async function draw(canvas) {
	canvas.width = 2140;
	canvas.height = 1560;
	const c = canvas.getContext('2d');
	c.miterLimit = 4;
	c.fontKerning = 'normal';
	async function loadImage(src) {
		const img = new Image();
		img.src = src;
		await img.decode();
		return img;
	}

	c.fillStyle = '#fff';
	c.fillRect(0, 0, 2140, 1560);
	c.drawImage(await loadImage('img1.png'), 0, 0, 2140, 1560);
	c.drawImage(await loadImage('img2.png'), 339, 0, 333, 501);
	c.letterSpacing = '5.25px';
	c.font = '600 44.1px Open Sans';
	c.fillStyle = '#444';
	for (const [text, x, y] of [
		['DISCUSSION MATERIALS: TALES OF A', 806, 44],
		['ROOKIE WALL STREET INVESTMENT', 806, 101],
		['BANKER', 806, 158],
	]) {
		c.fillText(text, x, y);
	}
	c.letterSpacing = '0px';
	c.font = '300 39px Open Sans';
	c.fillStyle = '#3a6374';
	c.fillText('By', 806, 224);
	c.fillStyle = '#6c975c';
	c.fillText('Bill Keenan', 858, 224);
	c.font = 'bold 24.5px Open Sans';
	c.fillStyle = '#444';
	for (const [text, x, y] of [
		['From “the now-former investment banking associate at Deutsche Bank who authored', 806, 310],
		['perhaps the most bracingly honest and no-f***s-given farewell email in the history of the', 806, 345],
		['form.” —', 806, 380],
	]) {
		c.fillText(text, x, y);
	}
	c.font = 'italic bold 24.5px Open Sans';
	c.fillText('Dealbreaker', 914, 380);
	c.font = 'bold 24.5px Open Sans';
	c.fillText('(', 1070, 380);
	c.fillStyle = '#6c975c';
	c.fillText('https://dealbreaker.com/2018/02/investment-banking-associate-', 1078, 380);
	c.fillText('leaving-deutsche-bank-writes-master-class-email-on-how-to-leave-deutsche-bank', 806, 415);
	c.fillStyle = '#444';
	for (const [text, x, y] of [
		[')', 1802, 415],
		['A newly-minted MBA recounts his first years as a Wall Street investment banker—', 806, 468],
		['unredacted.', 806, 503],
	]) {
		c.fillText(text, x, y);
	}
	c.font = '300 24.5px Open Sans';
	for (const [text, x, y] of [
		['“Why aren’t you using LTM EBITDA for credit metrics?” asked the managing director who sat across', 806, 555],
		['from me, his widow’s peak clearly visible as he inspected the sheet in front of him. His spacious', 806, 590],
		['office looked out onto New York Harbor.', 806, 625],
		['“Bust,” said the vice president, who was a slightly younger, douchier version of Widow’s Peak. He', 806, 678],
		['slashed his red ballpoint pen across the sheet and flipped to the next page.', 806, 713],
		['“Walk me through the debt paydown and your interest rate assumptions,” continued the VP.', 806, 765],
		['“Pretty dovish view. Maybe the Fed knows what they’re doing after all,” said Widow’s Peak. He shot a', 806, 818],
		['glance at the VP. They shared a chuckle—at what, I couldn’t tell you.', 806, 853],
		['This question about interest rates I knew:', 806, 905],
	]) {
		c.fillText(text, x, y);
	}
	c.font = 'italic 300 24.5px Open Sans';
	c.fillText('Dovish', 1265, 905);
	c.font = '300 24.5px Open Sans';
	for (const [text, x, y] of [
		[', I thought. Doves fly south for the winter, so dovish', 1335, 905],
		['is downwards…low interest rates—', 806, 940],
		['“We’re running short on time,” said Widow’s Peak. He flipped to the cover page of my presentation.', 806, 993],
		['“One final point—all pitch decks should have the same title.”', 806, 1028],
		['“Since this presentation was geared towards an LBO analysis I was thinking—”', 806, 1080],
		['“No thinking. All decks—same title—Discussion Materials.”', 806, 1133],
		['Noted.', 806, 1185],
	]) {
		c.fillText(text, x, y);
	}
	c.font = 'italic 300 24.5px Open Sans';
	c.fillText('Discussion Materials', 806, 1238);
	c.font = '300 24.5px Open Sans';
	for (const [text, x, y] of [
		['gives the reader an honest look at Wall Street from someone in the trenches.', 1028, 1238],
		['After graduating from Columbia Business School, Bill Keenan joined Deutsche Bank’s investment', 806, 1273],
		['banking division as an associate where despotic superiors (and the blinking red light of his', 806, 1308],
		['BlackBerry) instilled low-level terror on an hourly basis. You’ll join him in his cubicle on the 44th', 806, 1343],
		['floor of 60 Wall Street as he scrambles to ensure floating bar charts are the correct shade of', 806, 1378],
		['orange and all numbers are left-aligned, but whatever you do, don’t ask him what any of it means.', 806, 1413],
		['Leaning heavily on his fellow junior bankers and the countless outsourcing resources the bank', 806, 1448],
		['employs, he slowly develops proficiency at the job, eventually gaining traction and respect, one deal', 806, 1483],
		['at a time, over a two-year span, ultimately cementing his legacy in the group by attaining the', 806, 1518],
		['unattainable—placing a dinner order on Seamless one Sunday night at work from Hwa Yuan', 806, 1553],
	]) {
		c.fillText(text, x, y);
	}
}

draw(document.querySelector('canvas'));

**********

**Task to complete:** Print exactly the line containing "['gives the reader" and every line after it through the end of the records above, and nothing else.

**Solution to this task:**
		['gives the reader an honest look at Wall Street from someone in the trenches.', 1028, 1238],
		['After graduating from Columbia Business School, Bill Keenan joined Deutsche Bank’s investment', 806, 1273],
		['banking division as an associate where despotic superiors (and the blinking red light of his', 806, 1308],
		['BlackBerry) instilled low-level terror on an hourly basis. You’ll join him in his cubicle on the 44th', 806, 1343],
		['floor of 60 Wall Street as he scrambles to ensure floating bar charts are the correct shade of', 806, 1378],
		['orange and all numbers are left-aligned, but whatever you do, don’t ask him what any of it means.', 806, 1413],
		['Leaning heavily on his fellow junior bankers and the countless outsourcing resources the bank', 806, 1448],
		['employs, he slowly develops proficiency at the job, eventually gaining traction and respect, one deal', 806, 1483],
		['at a time, over a two-year span, ultimately cementing his legacy in the group by attaining the', 806, 1518],
		['unattainable—placing a dinner order on Seamless one Sunday night at work from Hwa Yuan', 806, 1553],
	]) {
		c.fillText(text, x, y);
	}
}

draw(document.querySelector('canvas'));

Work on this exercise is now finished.